-- Description of the task --
A word-for-word reproduction of the data below is needed, with no pictures in it.

-- Material for this task --
= Beginning of Section =

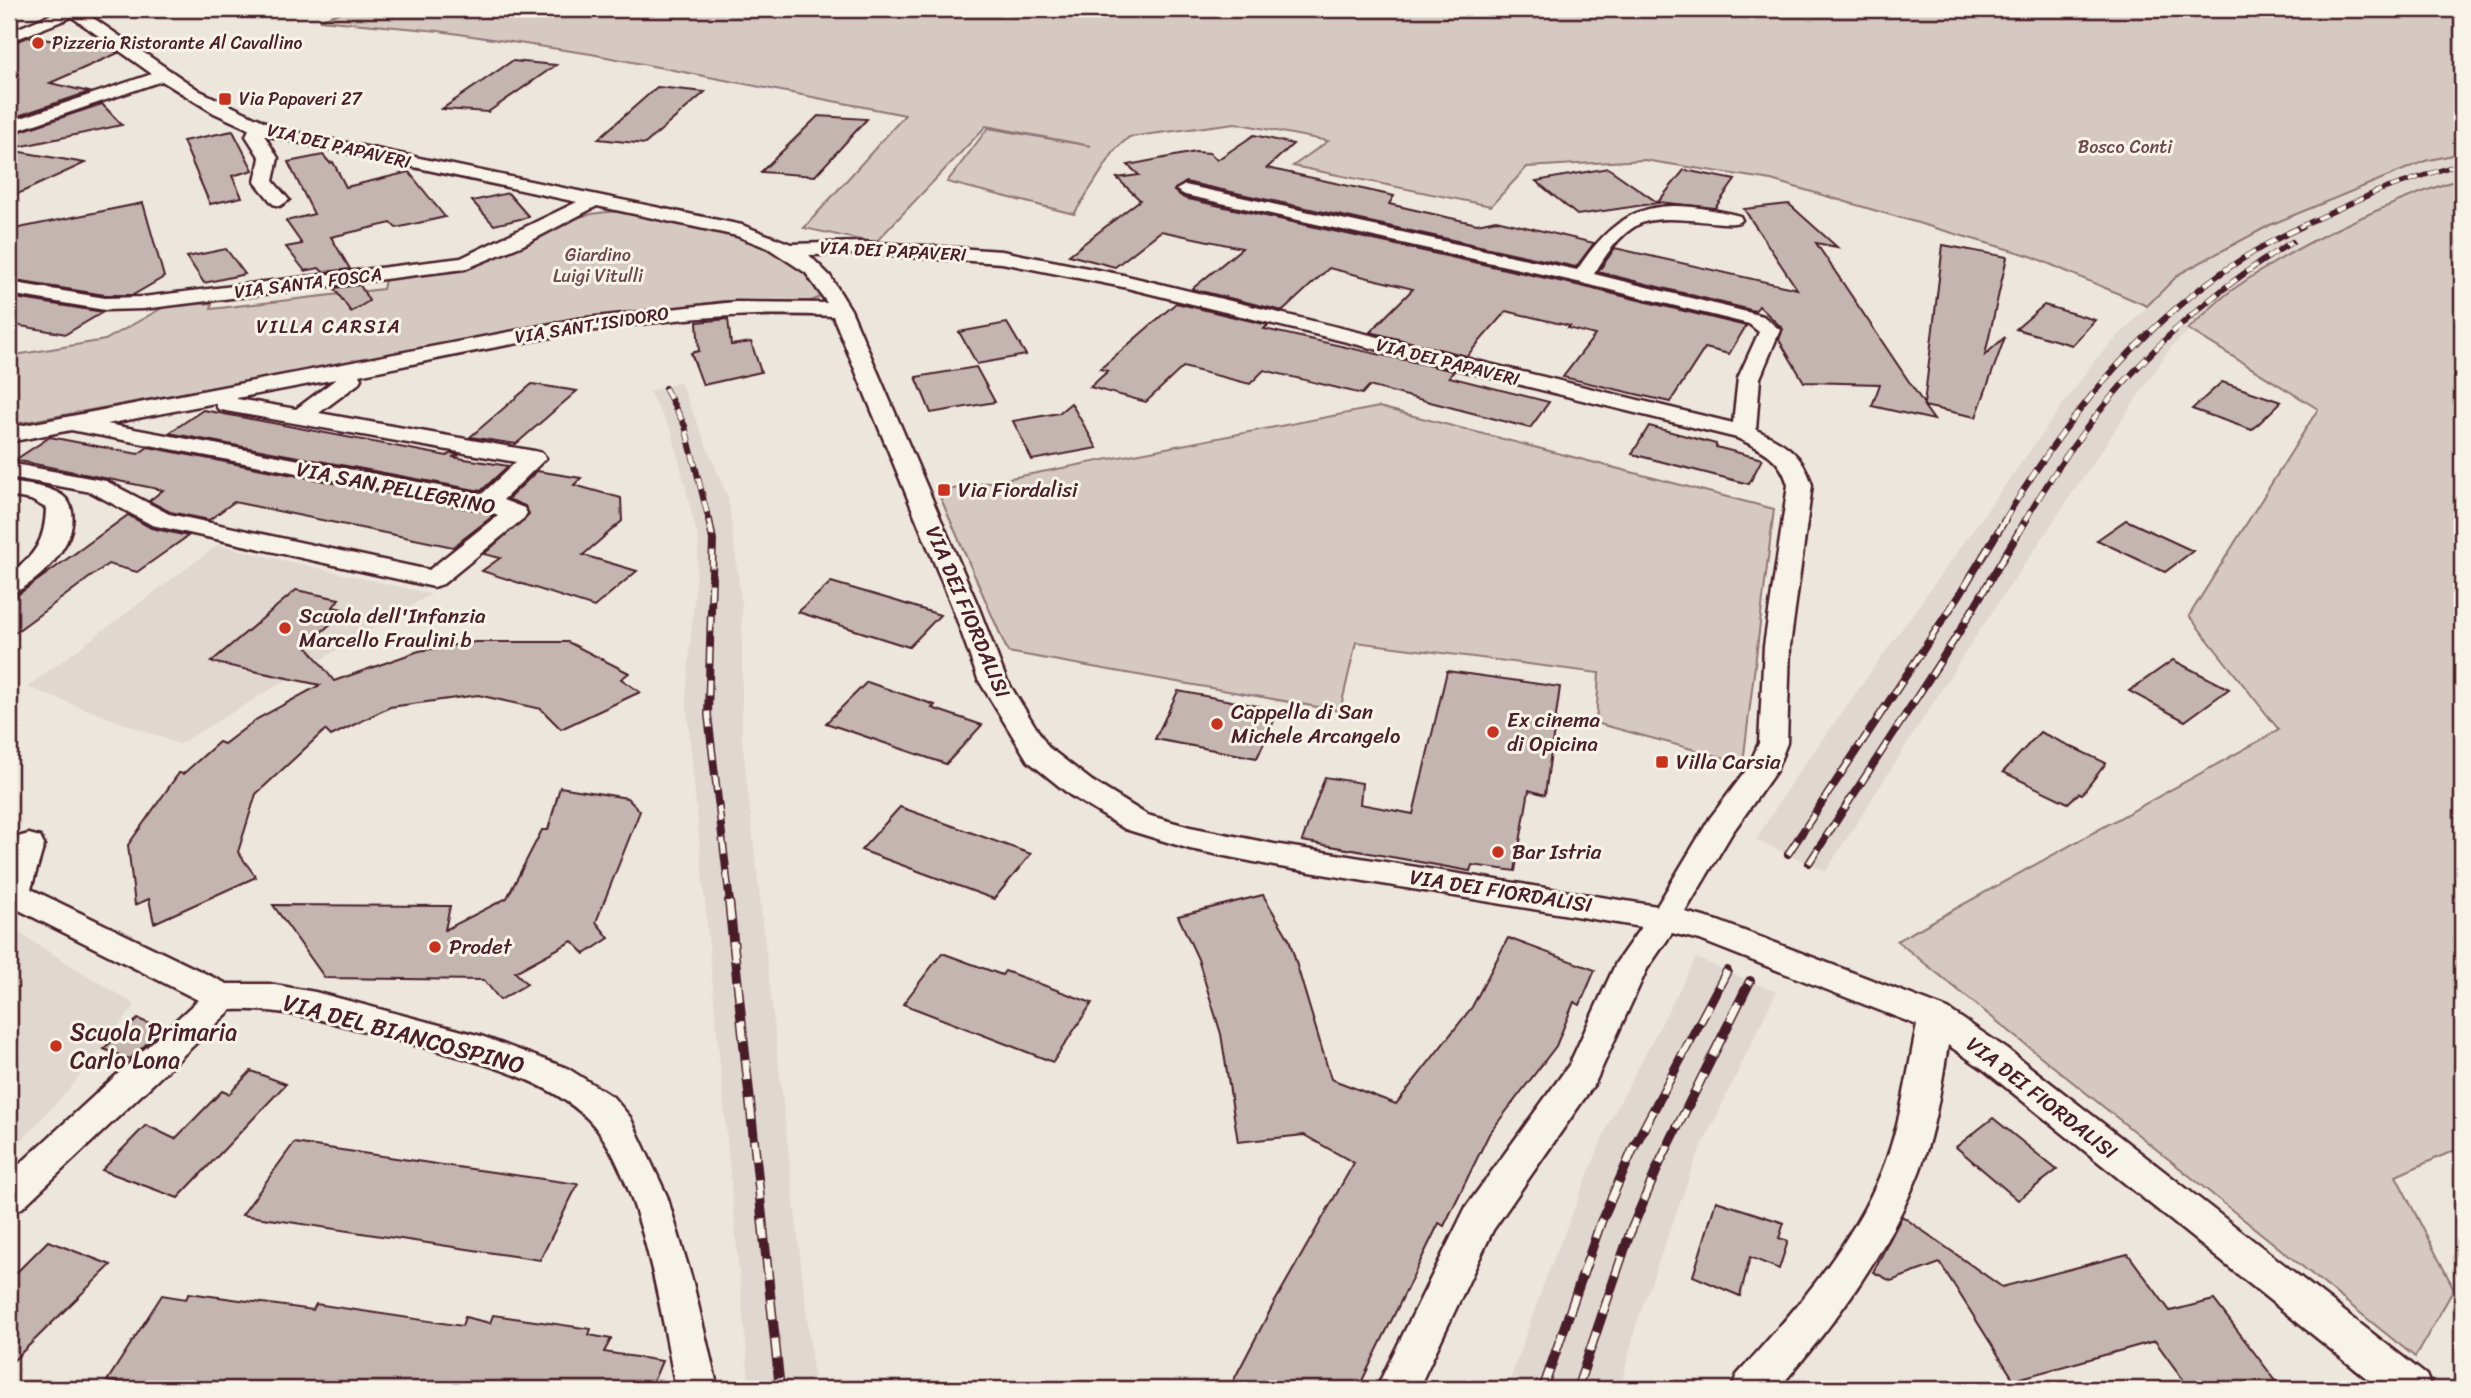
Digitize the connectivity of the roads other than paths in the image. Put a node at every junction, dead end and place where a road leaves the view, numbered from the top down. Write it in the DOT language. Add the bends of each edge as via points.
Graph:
graph roads {
  1 [pos="72,10"];
  2 [pos="9,37"];
  3 [pos="164,75"];
  4 [pos="258,127"];
  5 [pos="9,128"];
  6 [pos="1185,190"];
  7 [pos="280,200"];
  8 [pos="594,200"];
  9 [pos="1733,220"];
  10 [pos="790,250"];
  11 [pos="1582,277"];
  12 [pos="9,288"];
  13 [pos="841,310"];
  14 [pos="346,370"];
  15 [pos="226,395"];
  16 [pos="300,417"];
  17 [pos="72,424"];
  18 [pos="1745,433"];
  19 [pos="14,439"];
  20 [pos="9,470"];
  21 [pos="9,489"];
  22 [pos="488,502"];
  23 [pos="9,586"];
  24 [pos="29,845"];
  25 [pos="1665,919"];
  26 [pos="223,997"];
  27 [pos="1936,1018"];
  28 [pos="9,1197"];
  29 [pos="697,1389"];
  30 [pos="1397,1389"];
  31 [pos="1752,1389"];
  32 [pos="2411,1389"];
  1 -- 2 [label="street"];
  1 -- 3 [label="street, VIA DEI PAPAVERI"];
  3 -- 4 [label="street, VIA DEI PAPAVERI" via="223,113"];
  3 -- 5 [label="street"];
  4 -- 7 [label="street" via="256,136 269,158 264,181"];
  4 -- 8 [label="street, VIA DEI PAPAVERI" via="316,144"];
  6 -- 11 [label="street"];
  8 -- 10 [label="street, VIA DEI PAPAVERI" via="742,231"];
  8 -- 12 [label="street, VIA SANTA FOSCA" via="465,262 142,303 105,304"];
  9 -- 11 [label="street" via="1662,210 1639,216 1623,223 1607,239"];
  10 -- 13 [label="street, VIA DEI FIORDALISI" via="822,277"];
  10 -- 18 [label="street, VIA DEI PAPAVERI" via="849,248 1014,259 1123,281"];
  11 -- 18 [label="street" via="1725,310 1770,330 1769,342 1748,377"];
  13 -- 14 [label="street, VIA SANT'ISIDORO" via="722,307 530,334"];
  13 -- 25 [label="street, VIA DEI FIORDALISI" via="992,679 1038,754 1081,788 1136,822 1190,838"];
  14 -- 15 [label="street, VIA SANT'ISIDORO"];
  14 -- 16 [label="street" via="350,379"];
  15 -- 16 [label="street" via="226,404"];
  15 -- 17 [label="street, VIA SANT'ISIDORO"];
  16 -- 22 [label="street" via="534,458"];
  17 -- 19 [label="street, VIA SANT'ISIDORO"];
  17 -- 22 [label="street, VIA SAN PELLEGRINO"];
  18 -- 25 [label="street, VIA DEI PAPAVERI" via="1778,449 1795,468 1800,485 1777,646 1773,743 1761,771 1721,826"];
  20 -- 22 [label="street, VIA SAN PELLEGRINO" via="98,486 161,520 434,579 515,513"];
  21 -- 23 [label="street" via="38,494 58,505 59,526 51,551"];
  24 -- 26 [label="street, VIA DEL BIANCOSPINO" via="14,894"];
  25 -- 27 [label="street, VIA DEI FIORDALISI" via="1750,945"];
  25 -- 30 [label="street, VIA DEI PAPAVERI" via="1633,963 1583,1073 1479,1219"];
  26 -- 28 [label="street"];
  26 -- 29 [label="street, VIA DEL BIANCOSPINO" via="247,995 330,1010 481,1049 539,1069 602,1108 625,1142 654,1217"];
  27 -- 31 [label="street" via="1913,1135 1890,1193 1808,1326"];
  27 -- 32 [label="street, VIA DEI FIORDALISI" via="2004,1066"];
}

= End of Section =

-- Problem solution --
Digitize the connectivity of the roads other than paths in the image. Put a node at every junction, dead end and place where a road leaves the view, numbered from the top down. Write it in the DOT language. Add the bends of each edge as via points.
Graph:
graph roads {
  1 [pos="72,10"];
  2 [pos="9,37"];
  3 [pos="164,75"];
  4 [pos="258,127"];
  5 [pos="9,128"];
  6 [pos="1185,190"];
  7 [pos="280,200"];
  8 [pos="594,200"];
  9 [pos="1733,220"];
  10 [pos="790,250"];
  11 [pos="1582,277"];
  12 [pos="9,288"];
  13 [pos="841,310"];
  14 [pos="346,370"];
  15 [pos="226,395"];
  16 [pos="300,417"];
  17 [pos="72,424"];
  18 [pos="1745,433"];
  19 [pos="14,439"];
  20 [pos="9,470"];
  21 [pos="9,489"];
  22 [pos="488,502"];
  23 [pos="9,586"];
  24 [pos="29,845"];
  25 [pos="1665,919"];
  26 [pos="223,997"];
  27 [pos="1936,1018"];
  28 [pos="9,1197"];
  29 [pos="697,1389"];
  30 [pos="1397,1389"];
  31 [pos="1752,1389"];
  32 [pos="2411,1389"];
  1 -- 2 [label="street"];
  1 -- 3 [label="street, VIA DEI PAPAVERI"];
  3 -- 4 [label="street, VIA DEI PAPAVERI" via="223,113"];
  3 -- 5 [label="street"];
  4 -- 7 [label="street" via="256,136 269,158 264,181"];
  4 -- 8 [label="street, VIA DEI PAPAVERI" via="316,144"];
  6 -- 11 [label="street"];
  8 -- 10 [label="street, VIA DEI PAPAVERI" via="742,231"];
  8 -- 12 [label="street, VIA SANTA FOSCA" via="465,262 142,303 105,304"];
  9 -- 11 [label="street" via="1662,210 1639,216 1623,223 1607,239"];
  10 -- 13 [label="street, VIA DEI FIORDALISI" via="822,277"];
  10 -- 18 [label="street, VIA DEI PAPAVERI" via="849,248 1014,259 1123,281"];
  11 -- 18 [label="street" via="1725,310 1770,330 1769,342 1748,377"];
  13 -- 14 [label="street, VIA SANT'ISIDORO" via="722,307 530,334"];
  13 -- 25 [label="street, VIA DEI FIORDALISI" via="992,679 1038,754 1081,788 1136,822 1190,838"];
  14 -- 15 [label="street, VIA SANT'ISIDORO"];
  14 -- 16 [label="street" via="350,379"];
  15 -- 16 [label="street" via="226,404"];
  15 -- 17 [label="street, VIA SANT'ISIDORO"];
  16 -- 22 [label="street" via="534,458"];
  17 -- 19 [label="street, VIA SANT'ISIDORO"];
  17 -- 22 [label="street, VIA SAN PELLEGRINO"];
  18 -- 25 [label="street, VIA DEI PAPAVERI" via="1778,449 1795,468 1800,485 1777,646 1773,743 1761,771 1721,826"];
  20 -- 22 [label="street, VIA SAN PELLEGRINO" via="98,486 161,520 434,579 515,513"];
  21 -- 23 [label="street" via="38,494 58,505 59,526 51,551"];
  24 -- 26 [label="street, VIA DEL BIANCOSPINO" via="14,894"];
  25 -- 27 [label="street, VIA DEI FIORDALISI" via="1750,945"];
  25 -- 30 [label="street, VIA DEI PAPAVERI" via="1633,963 1583,1073 1479,1219"];
  26 -- 28 [label="street"];
  26 -- 29 [label="street, VIA DEL BIANCOSPINO" via="247,995 330,1010 481,1049 539,1069 602,1108 625,1142 654,1217"];
  27 -- 31 [label="street" via="1913,1135 1890,1193 1808,1326"];
  27 -- 32 [label="street, VIA DEI FIORDALISI" via="2004,1066"];
}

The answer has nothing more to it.